Who was the Kenora bomber?: W5 digs up clues that could reveal his identity
Emails from viewers remain one of the top avenues for your story ideas to become W5 investigations. That’s exactly what happened in the case of the mysterious Kenora Bomber.
A masked gunman attempted to rob a Kenora bank in 1973. He didn't get far. (Don Dutton/Toronto Star via Getty Images)
Almost a year ago, I got an email from Joe Ralko. Joe is a former Canadian Press journalist and an author. And he told me a story that not only floored me, but made we wonder why everyone doesn’t know it. It’s a story he knows well because he saw it unfold with his own eyes and then he wrote a book about it.
It goes something like this:
Back in 1973, a masked man walked into the Canadian Imperial Bank of Commerce (back then they didn’t call it CIBC) in downtown Kenora and told the manager he was robbing the bank. Kenora is a small Ontario city near the Manitoba border. Things like this didn’t happen in Kenora.

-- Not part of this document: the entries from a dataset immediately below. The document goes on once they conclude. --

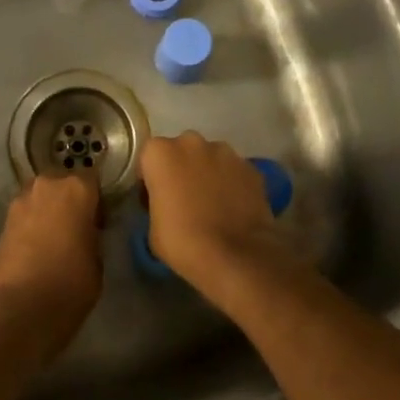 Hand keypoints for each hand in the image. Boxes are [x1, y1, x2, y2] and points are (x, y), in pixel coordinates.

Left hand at [0, 174, 103, 365]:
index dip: (97, 199)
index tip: (100, 220)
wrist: (20, 310)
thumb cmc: (70, 285)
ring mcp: (21, 201)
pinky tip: (36, 248)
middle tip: (77, 228)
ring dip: (49, 210)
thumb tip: (85, 230)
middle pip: (63, 184)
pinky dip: (32, 224)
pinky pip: (26, 214)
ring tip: (55, 239)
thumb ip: (93, 234)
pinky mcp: (2, 220)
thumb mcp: (97, 260)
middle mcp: (47, 185)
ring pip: (42, 197)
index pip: (93, 180)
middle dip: (70, 201)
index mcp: (77, 189)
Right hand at [139, 132, 287, 287]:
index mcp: (160, 152)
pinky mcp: (251, 167)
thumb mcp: (152, 228)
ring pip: (210, 158)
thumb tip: (167, 202)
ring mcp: (225, 152)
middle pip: (181, 151)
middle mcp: (191, 142)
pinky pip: (233, 172)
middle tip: (184, 199)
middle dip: (181, 169)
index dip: (151, 179)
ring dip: (207, 173)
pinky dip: (232, 183)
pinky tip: (233, 208)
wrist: (236, 257)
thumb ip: (156, 202)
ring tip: (212, 205)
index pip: (148, 158)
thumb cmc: (184, 242)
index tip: (155, 199) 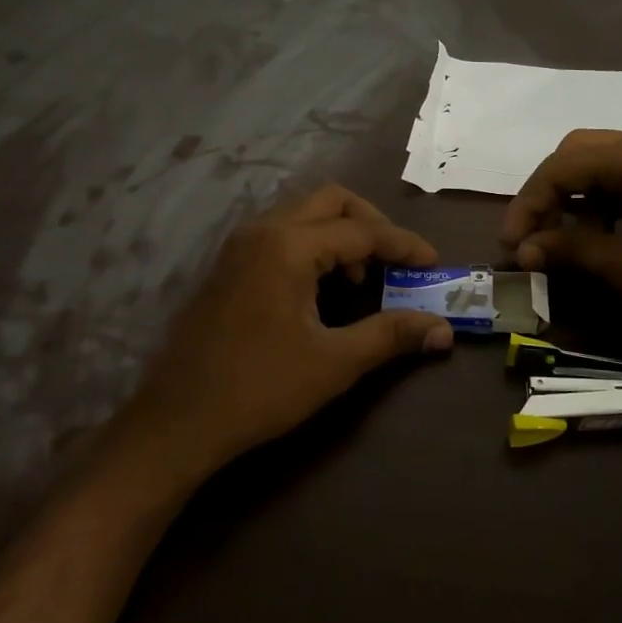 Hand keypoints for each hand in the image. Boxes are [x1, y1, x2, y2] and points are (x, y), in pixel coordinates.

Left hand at [117, 185, 453, 479]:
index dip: (404, 245)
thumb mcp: (335, 363)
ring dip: (340, 235)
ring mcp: (239, 247)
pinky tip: (323, 289)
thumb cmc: (260, 389)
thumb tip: (443, 330)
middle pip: (331, 201)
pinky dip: (313, 247)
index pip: (362, 230)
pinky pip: (281, 235)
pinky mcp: (228, 267)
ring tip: (362, 279)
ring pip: (303, 215)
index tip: (434, 264)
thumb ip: (391, 335)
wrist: (178, 421)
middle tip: (397, 260)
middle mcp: (262, 231)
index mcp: (288, 246)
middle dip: (371, 224)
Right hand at [500, 130, 621, 339]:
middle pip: (578, 153)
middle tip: (533, 237)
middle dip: (548, 194)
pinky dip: (605, 197)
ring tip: (565, 241)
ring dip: (575, 196)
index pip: (560, 168)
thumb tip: (525, 250)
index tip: (509, 246)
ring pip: (603, 161)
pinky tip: (605, 232)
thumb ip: (570, 251)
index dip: (526, 206) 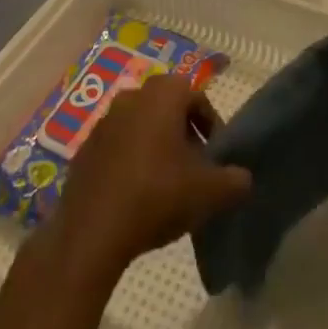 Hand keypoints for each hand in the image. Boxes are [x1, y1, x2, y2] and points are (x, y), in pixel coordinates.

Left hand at [50, 74, 250, 273]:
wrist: (90, 234)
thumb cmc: (156, 196)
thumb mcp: (208, 192)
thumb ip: (234, 181)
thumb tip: (244, 179)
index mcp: (163, 94)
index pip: (196, 97)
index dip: (210, 125)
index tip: (214, 157)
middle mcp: (133, 96)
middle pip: (167, 108)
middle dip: (183, 133)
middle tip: (193, 168)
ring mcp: (103, 122)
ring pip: (141, 125)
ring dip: (155, 146)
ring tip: (165, 184)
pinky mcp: (84, 150)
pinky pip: (116, 147)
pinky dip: (129, 161)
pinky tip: (135, 196) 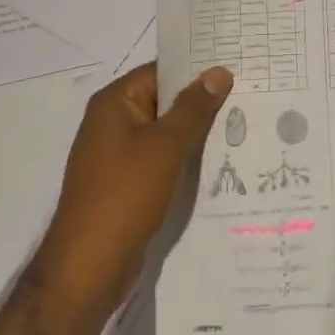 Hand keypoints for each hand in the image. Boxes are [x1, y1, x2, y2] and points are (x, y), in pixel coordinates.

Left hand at [39, 62, 231, 312]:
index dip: (197, 68)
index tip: (235, 65)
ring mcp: (116, 154)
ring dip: (195, 131)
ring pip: (164, 131)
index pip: (161, 71)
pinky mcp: (124, 183)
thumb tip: (218, 71)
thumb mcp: (166, 146)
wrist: (88, 269)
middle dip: (201, 100)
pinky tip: (215, 160)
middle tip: (247, 93)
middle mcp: (111, 122)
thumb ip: (194, 107)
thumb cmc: (125, 195)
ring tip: (240, 123)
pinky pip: (159, 157)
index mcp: (114, 102)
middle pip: (164, 99)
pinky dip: (183, 156) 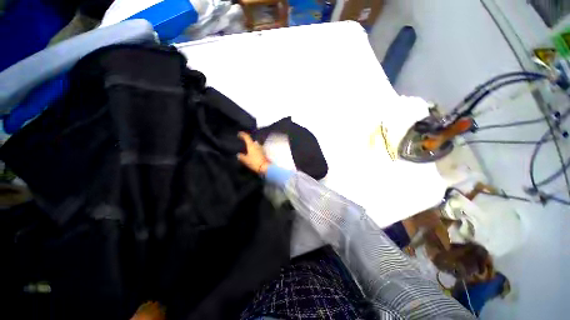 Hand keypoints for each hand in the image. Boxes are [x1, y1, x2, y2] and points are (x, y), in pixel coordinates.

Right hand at [237, 132, 270, 174]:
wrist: (265, 167)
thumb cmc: (254, 162)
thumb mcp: (245, 160)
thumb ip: (241, 156)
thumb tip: (239, 154)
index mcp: (251, 145)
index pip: (247, 137)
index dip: (242, 135)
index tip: (239, 134)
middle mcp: (257, 145)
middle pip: (252, 141)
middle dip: (248, 142)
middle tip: (244, 144)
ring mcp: (261, 149)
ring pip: (256, 145)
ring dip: (253, 147)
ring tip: (248, 150)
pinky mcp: (264, 153)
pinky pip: (258, 150)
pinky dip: (255, 151)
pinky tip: (253, 154)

The robber ordered the customers out and that caught the attention of folks across the street at the radio station, CJRL. Within minutes, two broadcasters were hanging out their windows and relaying a live play-by-play of what they saw. In 1973, OJ Simpson car chase-style journalism was very rare. And the result was predictably chaotic.
Despite the radio hosts’ pleas to stay away from downtown, it had the opposite effect. Hundreds descended on downtown to watch the robbery. Parents picked up their kids from school to drop them off to watch the robbery.
They may have made a different choice had they known what some police knew: that the bomber was not only armed with two guns, but he had a bag filled with dynamite and – in his mouth a “dead-man’s switch” – a crude detonator that would trigger the bomb if he was to become incapacitated.
Kenora Const. Don Milliard was injured when a robber exploded after an attempted bank heist. He's being comforted by Const. Ken Richardson. (Don Dutton/Toronto Star via Getty Images)
What happened next is seared into the memories of almost everyone at the scene. The robber stepped outside the bank, a police officer shot him and… he exploded. Disintegrated. Pieces of him, mingled with singed money filled the air and landed on the spectators.
That alone is a fascinating story – after all, W5 procured the live radio broadcast tape, the coroner’s jury documents and a slew of witness memories. There is also ample old film and photos from a W5 story produced 40 years ago!
The RCMP unidentified list shows the sparse details known about the Kenora bank robber.
But here’s the twist: to this day – more than 50 years later – nobody knows who the bomber is. He remains unidentified. Somebody disappeared from the face of the earth back in 1973 and to this day, nobody has claimed his body. Why not?
The W5 investigation digs for answers, for DNA and for an answer to the question everyone in Kenora wants to know: who was the Kenora Bomber?